LAURENT GBAGBO :  » SI LES SOCIÉTÉS ÉTRANGÈRES GAGNENT , IL FAUT QUE LA CÔTE D’IVOIRE GAGNE AUSSI »

« J’ai précisé en 2005, lors du renouvellement de son contrat, à Martin Bouygues via son fils Olivier, que l’Etat Ivoirien voulait désormais être présent dans le conseil d’administration de la société nationale d’électricité pour vérifier des chiffres déclarés à l’administration Ivoirienne.

Jusque-là personne n’avait jamais obtenu de chiffres crédibles et vérifiables de la société Bouygues. J’en avais assez vu avec le pétrole.

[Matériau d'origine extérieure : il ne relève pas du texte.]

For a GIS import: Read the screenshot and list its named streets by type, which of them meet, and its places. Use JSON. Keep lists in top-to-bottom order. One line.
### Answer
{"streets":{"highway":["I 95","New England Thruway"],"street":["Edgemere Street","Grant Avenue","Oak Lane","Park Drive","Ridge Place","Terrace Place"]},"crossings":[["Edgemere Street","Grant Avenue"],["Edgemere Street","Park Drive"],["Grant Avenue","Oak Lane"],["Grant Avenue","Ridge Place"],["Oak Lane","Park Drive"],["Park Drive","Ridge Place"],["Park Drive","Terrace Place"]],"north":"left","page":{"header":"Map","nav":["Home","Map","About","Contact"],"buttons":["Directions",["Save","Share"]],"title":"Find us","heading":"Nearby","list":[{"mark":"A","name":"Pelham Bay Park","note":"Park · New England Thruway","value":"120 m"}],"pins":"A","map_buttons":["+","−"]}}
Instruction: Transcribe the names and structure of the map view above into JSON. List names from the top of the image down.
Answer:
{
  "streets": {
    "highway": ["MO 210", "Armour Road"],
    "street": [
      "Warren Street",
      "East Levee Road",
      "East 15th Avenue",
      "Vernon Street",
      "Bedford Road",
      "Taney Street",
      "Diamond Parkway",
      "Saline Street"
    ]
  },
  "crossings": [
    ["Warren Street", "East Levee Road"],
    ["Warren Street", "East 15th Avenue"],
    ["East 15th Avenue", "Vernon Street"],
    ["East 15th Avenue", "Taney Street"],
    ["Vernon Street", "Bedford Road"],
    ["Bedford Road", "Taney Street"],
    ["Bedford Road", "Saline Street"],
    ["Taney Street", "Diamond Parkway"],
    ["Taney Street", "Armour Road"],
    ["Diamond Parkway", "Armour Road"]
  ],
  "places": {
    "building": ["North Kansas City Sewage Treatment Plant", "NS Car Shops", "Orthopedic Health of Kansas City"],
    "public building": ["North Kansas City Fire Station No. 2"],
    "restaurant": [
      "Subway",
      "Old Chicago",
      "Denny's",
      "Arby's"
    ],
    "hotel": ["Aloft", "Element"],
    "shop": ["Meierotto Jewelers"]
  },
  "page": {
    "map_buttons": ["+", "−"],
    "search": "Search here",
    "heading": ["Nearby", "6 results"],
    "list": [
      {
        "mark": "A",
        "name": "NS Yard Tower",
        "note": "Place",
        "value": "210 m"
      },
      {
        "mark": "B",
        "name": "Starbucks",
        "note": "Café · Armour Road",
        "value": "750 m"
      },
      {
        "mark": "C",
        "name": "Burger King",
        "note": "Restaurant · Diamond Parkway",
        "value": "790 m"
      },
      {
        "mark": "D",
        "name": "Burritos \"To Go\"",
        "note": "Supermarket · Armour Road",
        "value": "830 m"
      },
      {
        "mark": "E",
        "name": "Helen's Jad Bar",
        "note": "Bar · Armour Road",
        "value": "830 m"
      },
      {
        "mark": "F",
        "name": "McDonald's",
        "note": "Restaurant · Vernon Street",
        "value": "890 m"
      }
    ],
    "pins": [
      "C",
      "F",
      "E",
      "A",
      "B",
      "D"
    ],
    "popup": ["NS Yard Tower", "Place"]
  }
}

Quand je suis arrivé au pouvoir, la Côte d’Ivoire ne percevait que 12% du prix de chaque baril.

Avec Bouygues, ça c’est bien résolu, même si leur directeur en Côte d’Ivoire, Zadi Kessy, prenait quand même ouvertement position contre moi. Je n’ai pas exclu l’idée que Bouygues ait voulu placer des gens au gouvernement. Zadi Kessy ne cachait pas qu’il voulait être Premier ministre.

Dire que j’étais, que je suis, que nous sommes anti-Français, c’est un abus sémantique. D’ailleurs, vous pensez bien, ça se saurait ! Je me contentais de défendre les intérêts de mon pays. Si les sociétés étrangères gagnent, il faut que la Côte d’Ivoire gagne aussi ».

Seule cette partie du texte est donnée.